Review of future/core.html

This is a review of on http://www.openannotation.org/spec/future/
which calls itself
http://www.openannotation.org/spec/core/20130128.html and the first
section 2, http://www.openannotation.org/spec/future/core.html

I am sorry this comes a bit late, but these email drafts just hang
around and take forever to write.. so
I'm just sending what I have.


BTW - which of the annotation tools could be good for doing exactly
this kind of email and review? :)


Summary:

This reads very well! The specification is beautiful. I am getting
prouder and prouder of the high quality of this specification, and I
am getting such feedback from others as well.
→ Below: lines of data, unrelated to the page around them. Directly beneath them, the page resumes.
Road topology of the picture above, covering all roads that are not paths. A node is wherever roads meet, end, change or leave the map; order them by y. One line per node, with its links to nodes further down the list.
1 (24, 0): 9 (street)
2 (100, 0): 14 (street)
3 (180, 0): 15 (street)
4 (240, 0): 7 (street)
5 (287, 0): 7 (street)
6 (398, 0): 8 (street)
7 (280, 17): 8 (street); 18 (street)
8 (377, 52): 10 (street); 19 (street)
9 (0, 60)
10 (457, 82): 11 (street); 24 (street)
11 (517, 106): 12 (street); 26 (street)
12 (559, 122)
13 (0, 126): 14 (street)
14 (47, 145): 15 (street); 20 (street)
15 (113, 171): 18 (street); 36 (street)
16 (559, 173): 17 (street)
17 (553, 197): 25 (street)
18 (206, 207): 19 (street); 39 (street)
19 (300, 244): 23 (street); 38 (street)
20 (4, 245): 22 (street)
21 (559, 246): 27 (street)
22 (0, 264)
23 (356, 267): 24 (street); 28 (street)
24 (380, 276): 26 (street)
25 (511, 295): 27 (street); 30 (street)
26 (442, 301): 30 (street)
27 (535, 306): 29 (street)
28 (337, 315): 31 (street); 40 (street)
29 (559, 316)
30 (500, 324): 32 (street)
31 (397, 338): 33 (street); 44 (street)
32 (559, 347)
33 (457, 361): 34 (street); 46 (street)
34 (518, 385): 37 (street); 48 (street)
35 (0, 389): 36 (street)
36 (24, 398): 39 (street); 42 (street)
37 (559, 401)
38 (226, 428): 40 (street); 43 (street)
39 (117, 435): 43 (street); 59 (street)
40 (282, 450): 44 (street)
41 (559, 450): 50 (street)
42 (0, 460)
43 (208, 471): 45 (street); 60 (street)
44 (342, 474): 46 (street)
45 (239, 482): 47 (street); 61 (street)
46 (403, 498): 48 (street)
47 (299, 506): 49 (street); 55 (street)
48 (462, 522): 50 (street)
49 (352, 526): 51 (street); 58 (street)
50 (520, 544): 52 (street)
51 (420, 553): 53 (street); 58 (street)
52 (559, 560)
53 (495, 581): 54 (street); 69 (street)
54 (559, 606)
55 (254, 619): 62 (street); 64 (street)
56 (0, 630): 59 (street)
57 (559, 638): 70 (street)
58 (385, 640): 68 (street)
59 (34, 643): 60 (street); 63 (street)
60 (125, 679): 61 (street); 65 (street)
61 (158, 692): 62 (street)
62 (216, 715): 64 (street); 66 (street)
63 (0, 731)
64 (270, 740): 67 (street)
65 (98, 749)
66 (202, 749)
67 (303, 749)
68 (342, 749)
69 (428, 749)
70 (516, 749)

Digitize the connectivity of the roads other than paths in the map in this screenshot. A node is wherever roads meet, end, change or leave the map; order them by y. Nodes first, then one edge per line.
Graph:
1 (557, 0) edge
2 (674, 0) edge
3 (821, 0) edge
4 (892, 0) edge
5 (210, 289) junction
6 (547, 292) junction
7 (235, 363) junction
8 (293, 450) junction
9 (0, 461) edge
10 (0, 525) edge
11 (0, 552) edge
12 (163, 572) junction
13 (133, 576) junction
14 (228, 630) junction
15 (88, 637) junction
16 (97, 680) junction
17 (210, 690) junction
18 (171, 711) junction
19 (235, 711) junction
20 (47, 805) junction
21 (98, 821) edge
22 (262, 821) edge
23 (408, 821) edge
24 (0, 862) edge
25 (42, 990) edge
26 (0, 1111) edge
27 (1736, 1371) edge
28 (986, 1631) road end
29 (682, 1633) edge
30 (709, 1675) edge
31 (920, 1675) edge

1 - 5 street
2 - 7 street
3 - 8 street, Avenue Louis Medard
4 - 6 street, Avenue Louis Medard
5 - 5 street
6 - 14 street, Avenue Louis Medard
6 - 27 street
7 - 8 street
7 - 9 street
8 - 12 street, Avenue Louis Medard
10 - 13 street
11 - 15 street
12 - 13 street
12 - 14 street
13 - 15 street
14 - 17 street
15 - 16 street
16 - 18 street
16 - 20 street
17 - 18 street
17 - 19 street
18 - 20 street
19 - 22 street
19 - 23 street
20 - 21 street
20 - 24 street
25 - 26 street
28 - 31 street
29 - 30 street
Below I have clarified a few terminology things, some technical tweaks
for examples, some relaxation on fragmentation URIs for semantic
resources, and clarification on what the provenance terms are to be
used on.



First of all - I think the splitting into levels and getting rid of
the OAX spec is a great improvement. Good job!

> http://www.openannotation.org/spec/future/

1) This Version link and Previous Version link and text are wrong.
(Can we please try to get these right..? Those links are most
important to exactly this group)


2) The document is split into several HTML pages, but there is no
obvious link to section 2 etc. from the bottom of the front page -
it's not very obvious where to go next.  Propose "previous   contents
 next" links for top *and* bottom of every page - however the index
page only needs it at the bottom.


> http://www.openannotation.org/spec/future/core.html#BodyTarget

3) "The Body and Target MAY be of any media type" - I would change
this to lower-case "may" - or are you suggesting there are cases when
they are not of any media type?


4) "See Further Examples" links don't work.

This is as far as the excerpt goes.